Bir sistem var burada …Aziz Yüce ya…
kendisine doğru yönelenleri de Yüceltiyor..
Hani Bu Hristiyanların Ermişlerine “Saint “derler..”Aziz” derler yani..
Saint Joseph gibi isimleri vardır onların..Saint Petersburg Kilisesi var..
Saint -Aziz demek..
ALLAH yüceltiyor.. O zamanda Hak din olduğunu düşünün ..
(ALLAH inancının ve kitapların Hak olduğu zamanlarda… Onun da aslında ismi İSLAM o zamanlarda …Bozulduktan sonra ismi HRİSTİYANLIK ..)
O kadar ALLAH a yöneliyorlar ki ;Aziz olan ALLAH a yöneliyorlar ki ALLAH ta onları Aziz kılıyor..
Yani bunu Kur’ana endekslersek ..Ayet diyor ya;
Kul Yüce olanın indirdiği Kuran ‘a yöneliyor
Kur’an da kişileri yükseltiyor..
Yükselenler de ; Kur’anın yüceliğini görüyor..

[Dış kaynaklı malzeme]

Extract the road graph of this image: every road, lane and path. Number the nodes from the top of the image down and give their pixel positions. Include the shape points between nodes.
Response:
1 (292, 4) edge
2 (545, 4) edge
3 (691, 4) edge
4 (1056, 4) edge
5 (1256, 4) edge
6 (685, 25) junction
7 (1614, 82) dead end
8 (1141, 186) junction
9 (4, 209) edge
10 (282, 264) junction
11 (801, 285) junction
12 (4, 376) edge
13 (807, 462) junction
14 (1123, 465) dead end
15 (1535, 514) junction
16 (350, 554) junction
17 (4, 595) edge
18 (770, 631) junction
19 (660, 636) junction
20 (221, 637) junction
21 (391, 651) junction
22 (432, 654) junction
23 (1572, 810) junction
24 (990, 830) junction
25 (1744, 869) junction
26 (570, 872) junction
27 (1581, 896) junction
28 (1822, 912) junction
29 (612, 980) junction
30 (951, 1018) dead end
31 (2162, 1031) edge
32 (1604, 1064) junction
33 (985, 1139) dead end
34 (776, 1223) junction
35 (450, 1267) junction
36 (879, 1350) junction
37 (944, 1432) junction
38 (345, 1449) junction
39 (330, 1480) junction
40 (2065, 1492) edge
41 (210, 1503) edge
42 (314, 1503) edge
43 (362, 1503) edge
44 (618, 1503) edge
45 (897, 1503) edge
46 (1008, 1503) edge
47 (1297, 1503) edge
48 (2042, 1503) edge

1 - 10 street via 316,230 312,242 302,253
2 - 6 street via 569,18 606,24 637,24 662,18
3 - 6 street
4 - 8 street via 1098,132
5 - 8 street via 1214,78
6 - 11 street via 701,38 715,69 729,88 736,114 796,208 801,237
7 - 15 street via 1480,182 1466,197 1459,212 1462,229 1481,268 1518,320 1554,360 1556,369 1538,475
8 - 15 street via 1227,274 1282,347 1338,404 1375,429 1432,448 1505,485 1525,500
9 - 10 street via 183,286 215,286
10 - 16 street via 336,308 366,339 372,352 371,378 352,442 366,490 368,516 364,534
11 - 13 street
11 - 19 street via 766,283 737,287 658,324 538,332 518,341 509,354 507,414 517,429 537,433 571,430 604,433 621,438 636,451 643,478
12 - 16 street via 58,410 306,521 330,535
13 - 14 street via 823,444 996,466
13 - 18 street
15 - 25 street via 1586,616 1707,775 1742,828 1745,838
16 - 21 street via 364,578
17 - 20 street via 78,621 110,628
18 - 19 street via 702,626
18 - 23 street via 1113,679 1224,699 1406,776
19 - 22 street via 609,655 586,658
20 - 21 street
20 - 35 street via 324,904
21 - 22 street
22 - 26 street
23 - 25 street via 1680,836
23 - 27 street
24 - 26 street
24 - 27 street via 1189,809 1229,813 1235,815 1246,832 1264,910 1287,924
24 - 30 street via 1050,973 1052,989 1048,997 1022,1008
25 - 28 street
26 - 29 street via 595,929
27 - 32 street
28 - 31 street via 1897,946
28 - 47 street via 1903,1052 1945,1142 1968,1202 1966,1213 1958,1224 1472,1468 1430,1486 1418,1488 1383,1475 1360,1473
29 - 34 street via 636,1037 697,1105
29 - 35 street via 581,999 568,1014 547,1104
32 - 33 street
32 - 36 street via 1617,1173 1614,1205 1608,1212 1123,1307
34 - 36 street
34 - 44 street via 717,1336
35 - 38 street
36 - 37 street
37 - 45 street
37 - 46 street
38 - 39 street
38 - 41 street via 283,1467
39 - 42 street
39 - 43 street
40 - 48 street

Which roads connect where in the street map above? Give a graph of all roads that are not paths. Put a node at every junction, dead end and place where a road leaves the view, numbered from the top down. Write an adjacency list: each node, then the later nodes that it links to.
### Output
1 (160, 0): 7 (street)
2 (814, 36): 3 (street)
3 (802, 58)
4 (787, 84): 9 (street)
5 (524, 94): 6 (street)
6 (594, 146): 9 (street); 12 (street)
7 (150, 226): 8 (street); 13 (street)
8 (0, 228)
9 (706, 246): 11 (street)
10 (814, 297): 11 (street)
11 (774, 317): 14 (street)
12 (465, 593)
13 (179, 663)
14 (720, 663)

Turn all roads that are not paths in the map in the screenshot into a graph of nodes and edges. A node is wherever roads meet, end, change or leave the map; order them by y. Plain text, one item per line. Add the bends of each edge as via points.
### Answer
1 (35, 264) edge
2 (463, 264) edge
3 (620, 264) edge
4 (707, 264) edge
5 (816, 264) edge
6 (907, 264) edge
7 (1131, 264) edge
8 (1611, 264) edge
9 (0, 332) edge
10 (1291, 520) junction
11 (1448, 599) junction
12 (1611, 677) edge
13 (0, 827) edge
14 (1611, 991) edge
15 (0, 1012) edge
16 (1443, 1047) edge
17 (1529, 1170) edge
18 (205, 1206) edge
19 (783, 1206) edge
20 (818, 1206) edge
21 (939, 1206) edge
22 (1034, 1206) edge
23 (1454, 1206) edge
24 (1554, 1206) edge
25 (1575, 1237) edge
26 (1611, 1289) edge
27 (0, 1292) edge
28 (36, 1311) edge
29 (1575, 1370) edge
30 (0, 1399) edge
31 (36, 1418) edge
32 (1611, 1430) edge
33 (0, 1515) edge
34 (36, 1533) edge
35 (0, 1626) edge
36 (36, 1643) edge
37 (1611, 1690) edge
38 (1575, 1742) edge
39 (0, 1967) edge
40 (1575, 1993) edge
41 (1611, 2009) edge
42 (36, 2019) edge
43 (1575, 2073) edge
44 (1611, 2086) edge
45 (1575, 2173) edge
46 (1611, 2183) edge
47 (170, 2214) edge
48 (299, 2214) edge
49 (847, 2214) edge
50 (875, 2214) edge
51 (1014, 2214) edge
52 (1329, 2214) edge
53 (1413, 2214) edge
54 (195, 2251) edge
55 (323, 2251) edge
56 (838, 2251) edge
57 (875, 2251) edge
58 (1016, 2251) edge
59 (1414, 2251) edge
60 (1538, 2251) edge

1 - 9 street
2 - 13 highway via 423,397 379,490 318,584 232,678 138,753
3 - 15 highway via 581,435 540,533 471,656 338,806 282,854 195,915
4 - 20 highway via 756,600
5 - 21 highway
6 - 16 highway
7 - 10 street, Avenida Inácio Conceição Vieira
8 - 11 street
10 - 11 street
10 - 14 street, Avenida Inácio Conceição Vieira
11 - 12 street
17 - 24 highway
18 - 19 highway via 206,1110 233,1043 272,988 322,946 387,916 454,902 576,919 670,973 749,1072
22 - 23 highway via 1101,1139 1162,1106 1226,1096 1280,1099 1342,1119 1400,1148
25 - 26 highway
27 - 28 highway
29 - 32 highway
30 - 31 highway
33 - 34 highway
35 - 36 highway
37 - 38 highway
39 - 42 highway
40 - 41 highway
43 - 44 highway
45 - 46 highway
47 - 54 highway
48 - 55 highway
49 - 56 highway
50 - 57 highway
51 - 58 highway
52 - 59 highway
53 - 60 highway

Yani bir gayret var öncelikli..
Hidayet neydi?
Kulun gayreti üzerine, ALLAH ın cevap vermesi; mislileriyle Ona yönelmesi..
Şimdi Kul Kur’ana yöneldiğinde yaşamaya çalıştığında anlamaya çalıştığında…
El-Aziz’in Yüce olanın Sırati mustakiminde olma gayretinde oluyor…Çünkü Hak olan kitap O’nun Sırat’ına ; o’nun “Sırat-ı müstakim”ine götürüyor.
ALLAH TA ONU YÜCELTİYOR İŞTE..
Yani ALLAH Azizdir..Aziz ediyor..Aziz olan da görüyor..
İşte bu Ayetin başındaki
Ve yerellezîne ûtûl ılme derken; kendilerine ilim verilenler görüyor derken bu var..
Çift yönlü bir ilişki var..
Görüyor musunuz? Arkadaşlar bakın ..
Elimiz bir ordaydı bir ordaydı..
Bugünde dikkat ettiniz mi?
Hem Sebe 3. Ayette hemde buradaki ayette ortak kelimeler var ..”burada bunu demiş ;ama bak burada şunu söylememiş..Burada bunu demiş” diyoruz..
Kur’an kendi içinde ne kadar nasıl bir bütün görüyor musunuz?
Bugün Kuran Okunmuyor…
Okunuyor ama yüzünden okunuyor..manası okunmuyor…
Manası okunuyor ama derinlerine girilmiyor..
Giriliyor ama ” bir şurda var ..bir de burada var” denerek kitabın bütününe bakılmıyor..
Ama ALLAH U TEALA nın kitabında bunlar var..
Sağına soluna baktığınızda işin içine girdiğinizde bu güzellikleri görebiliyorsunuz..
Ama o açıdan eliniz gelsin gitsin ,birşey yapsın ..
Ve bunu yapmak için çok ta ilim gerekmiyor..
Gerçekten de gerekmiyor..
Biraz aşina olmak yeterli oluyor… sohbetin başında ettiğim Duada ne vardı..??